◆ **What to produce**: The output should be the line containing "middle pip: (212, 128)" and every later line of the records, exactly as written, and nothing else.

◆ **Records supplied**:
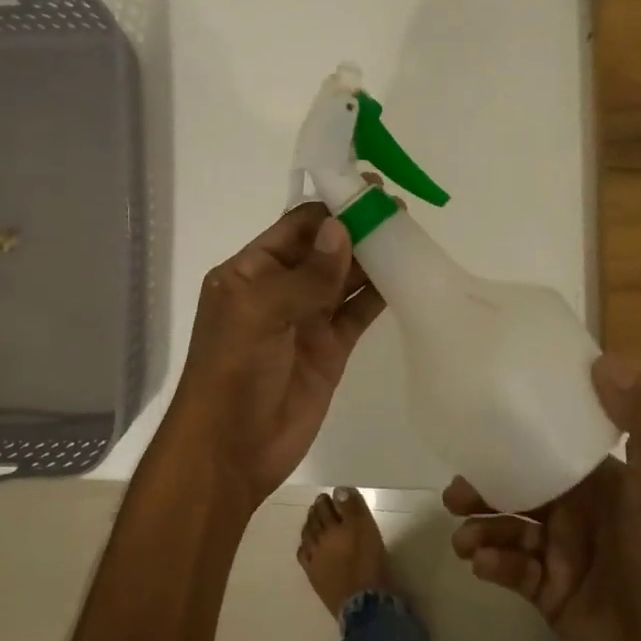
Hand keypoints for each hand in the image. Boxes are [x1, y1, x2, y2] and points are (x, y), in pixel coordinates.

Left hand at [164, 202, 384, 508]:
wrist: (231, 450)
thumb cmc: (233, 372)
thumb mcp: (260, 314)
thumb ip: (305, 275)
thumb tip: (341, 228)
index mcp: (251, 272)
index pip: (296, 227)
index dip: (331, 208)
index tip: (369, 189)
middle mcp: (280, 289)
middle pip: (325, 248)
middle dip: (357, 228)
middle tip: (398, 210)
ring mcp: (307, 319)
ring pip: (345, 278)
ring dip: (372, 257)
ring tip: (409, 234)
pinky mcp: (331, 349)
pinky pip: (358, 313)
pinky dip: (379, 294)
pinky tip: (405, 275)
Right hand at [446, 357, 640, 640]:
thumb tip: (604, 360)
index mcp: (599, 484)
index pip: (548, 448)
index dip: (513, 438)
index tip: (475, 431)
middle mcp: (577, 513)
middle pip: (517, 489)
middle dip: (483, 489)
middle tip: (455, 496)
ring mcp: (562, 556)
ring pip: (508, 529)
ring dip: (482, 529)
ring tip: (465, 541)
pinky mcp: (550, 596)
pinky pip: (512, 571)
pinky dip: (494, 566)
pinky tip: (485, 567)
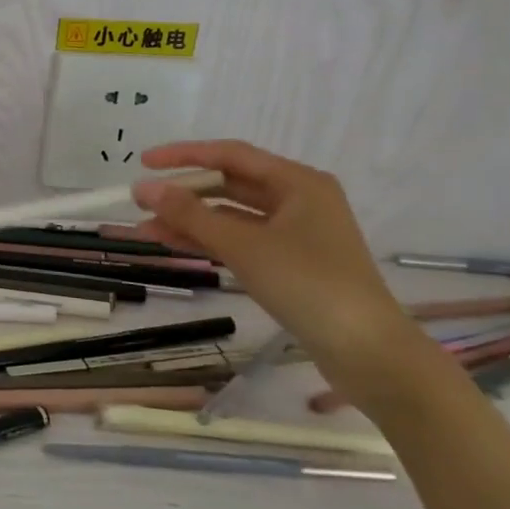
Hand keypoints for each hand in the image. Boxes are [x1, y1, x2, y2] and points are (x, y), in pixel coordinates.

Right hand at [131, 140, 418, 386]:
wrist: (368, 354)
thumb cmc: (309, 285)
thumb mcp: (243, 246)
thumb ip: (190, 215)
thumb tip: (143, 188)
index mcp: (298, 182)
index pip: (230, 155)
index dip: (183, 155)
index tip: (144, 162)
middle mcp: (299, 200)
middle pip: (230, 185)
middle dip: (184, 194)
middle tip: (141, 202)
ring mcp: (296, 233)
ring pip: (232, 216)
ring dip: (191, 221)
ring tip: (146, 230)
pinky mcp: (291, 263)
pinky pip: (240, 240)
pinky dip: (209, 241)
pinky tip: (174, 246)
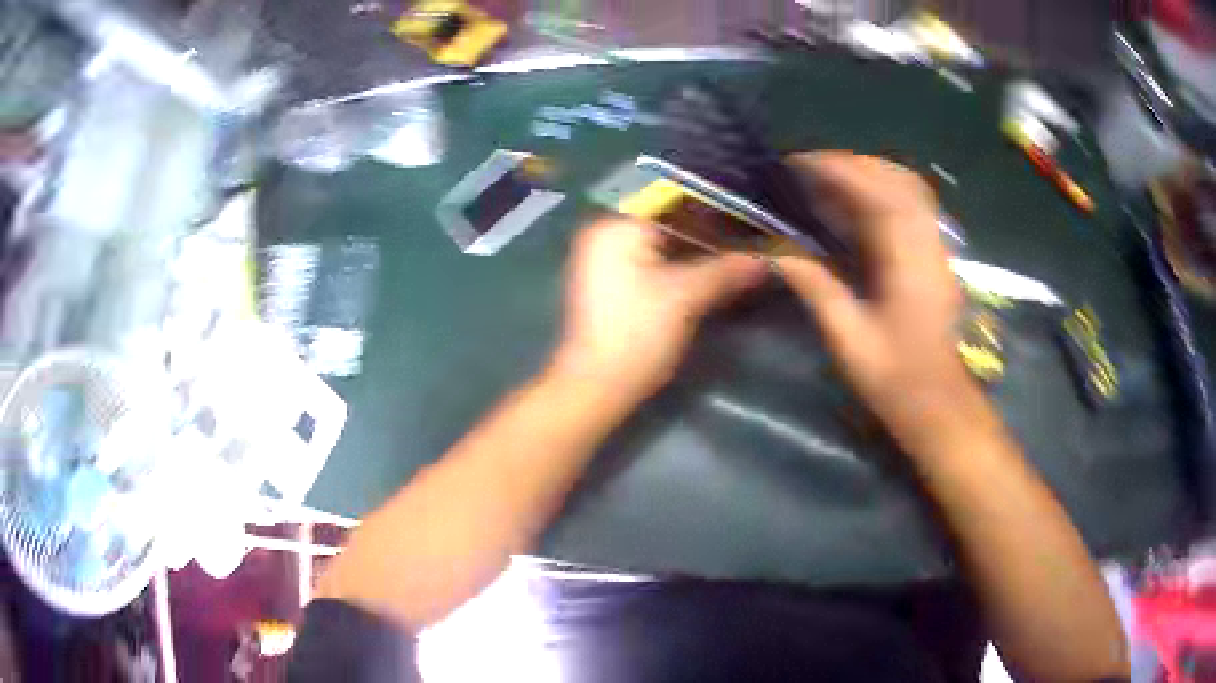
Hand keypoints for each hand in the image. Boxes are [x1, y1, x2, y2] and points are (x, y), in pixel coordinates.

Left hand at [554, 217, 766, 400]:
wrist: (597, 386)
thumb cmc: (638, 333)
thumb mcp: (685, 297)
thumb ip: (726, 270)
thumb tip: (768, 259)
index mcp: (616, 226)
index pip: (672, 200)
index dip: (713, 206)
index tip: (748, 213)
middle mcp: (606, 234)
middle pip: (667, 221)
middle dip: (708, 229)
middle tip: (750, 232)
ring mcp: (607, 260)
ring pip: (662, 242)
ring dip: (697, 248)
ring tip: (739, 248)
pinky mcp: (613, 284)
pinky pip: (654, 261)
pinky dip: (681, 263)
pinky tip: (712, 269)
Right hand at [776, 152, 972, 447]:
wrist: (939, 404)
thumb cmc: (895, 378)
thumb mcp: (848, 339)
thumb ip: (816, 288)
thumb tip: (776, 253)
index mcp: (907, 260)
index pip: (875, 192)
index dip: (836, 169)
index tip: (798, 164)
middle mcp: (928, 243)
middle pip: (897, 179)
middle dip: (852, 164)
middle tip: (810, 170)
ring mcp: (937, 247)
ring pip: (909, 188)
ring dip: (870, 174)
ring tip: (831, 181)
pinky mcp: (937, 256)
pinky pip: (914, 207)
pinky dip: (885, 192)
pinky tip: (860, 206)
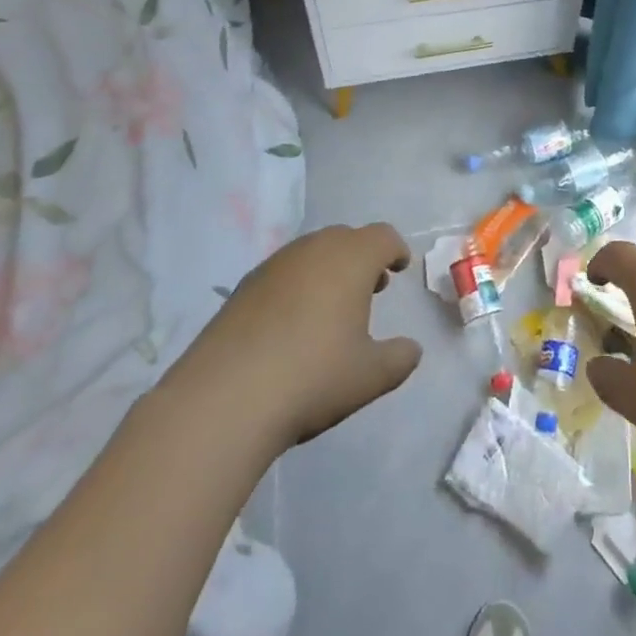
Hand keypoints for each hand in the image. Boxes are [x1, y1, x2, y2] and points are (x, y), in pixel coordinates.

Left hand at [162, 223, 421, 454]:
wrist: (224, 398)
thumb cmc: (312, 377)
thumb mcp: (369, 376)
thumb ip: (399, 359)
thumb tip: (412, 350)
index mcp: (351, 258)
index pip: (382, 237)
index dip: (395, 250)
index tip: (399, 268)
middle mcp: (314, 249)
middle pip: (346, 238)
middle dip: (362, 258)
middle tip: (371, 289)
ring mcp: (275, 264)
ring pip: (312, 252)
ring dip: (329, 270)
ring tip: (331, 308)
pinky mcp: (244, 286)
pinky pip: (284, 272)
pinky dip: (298, 285)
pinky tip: (292, 325)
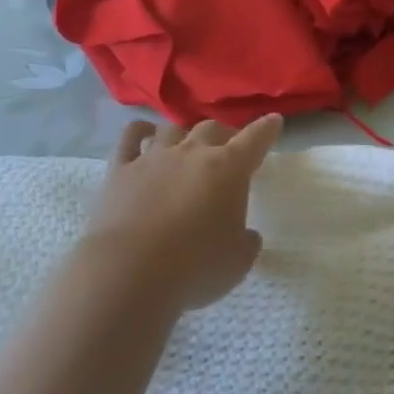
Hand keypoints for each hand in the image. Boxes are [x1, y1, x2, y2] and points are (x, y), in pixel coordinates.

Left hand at [79, 114, 284, 310]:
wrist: (130, 272)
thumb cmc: (196, 267)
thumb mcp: (238, 262)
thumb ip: (246, 242)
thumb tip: (246, 235)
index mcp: (229, 169)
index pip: (255, 139)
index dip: (266, 129)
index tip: (274, 121)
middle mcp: (192, 153)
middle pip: (212, 128)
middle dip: (223, 134)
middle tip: (226, 148)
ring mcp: (154, 158)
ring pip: (173, 128)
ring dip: (184, 133)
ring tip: (186, 144)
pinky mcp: (120, 169)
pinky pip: (130, 138)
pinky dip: (139, 131)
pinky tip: (144, 134)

◆ **Response area**:
middle pip: (212, 128)
middle dip: (223, 134)
middle tip: (226, 148)
ring mcp: (154, 158)
ring pip: (173, 128)
ring dip: (184, 133)
ring tip: (186, 144)
pinky mcp: (120, 169)
pinky pip: (130, 138)
pinky dip: (139, 131)
pinky tip: (144, 134)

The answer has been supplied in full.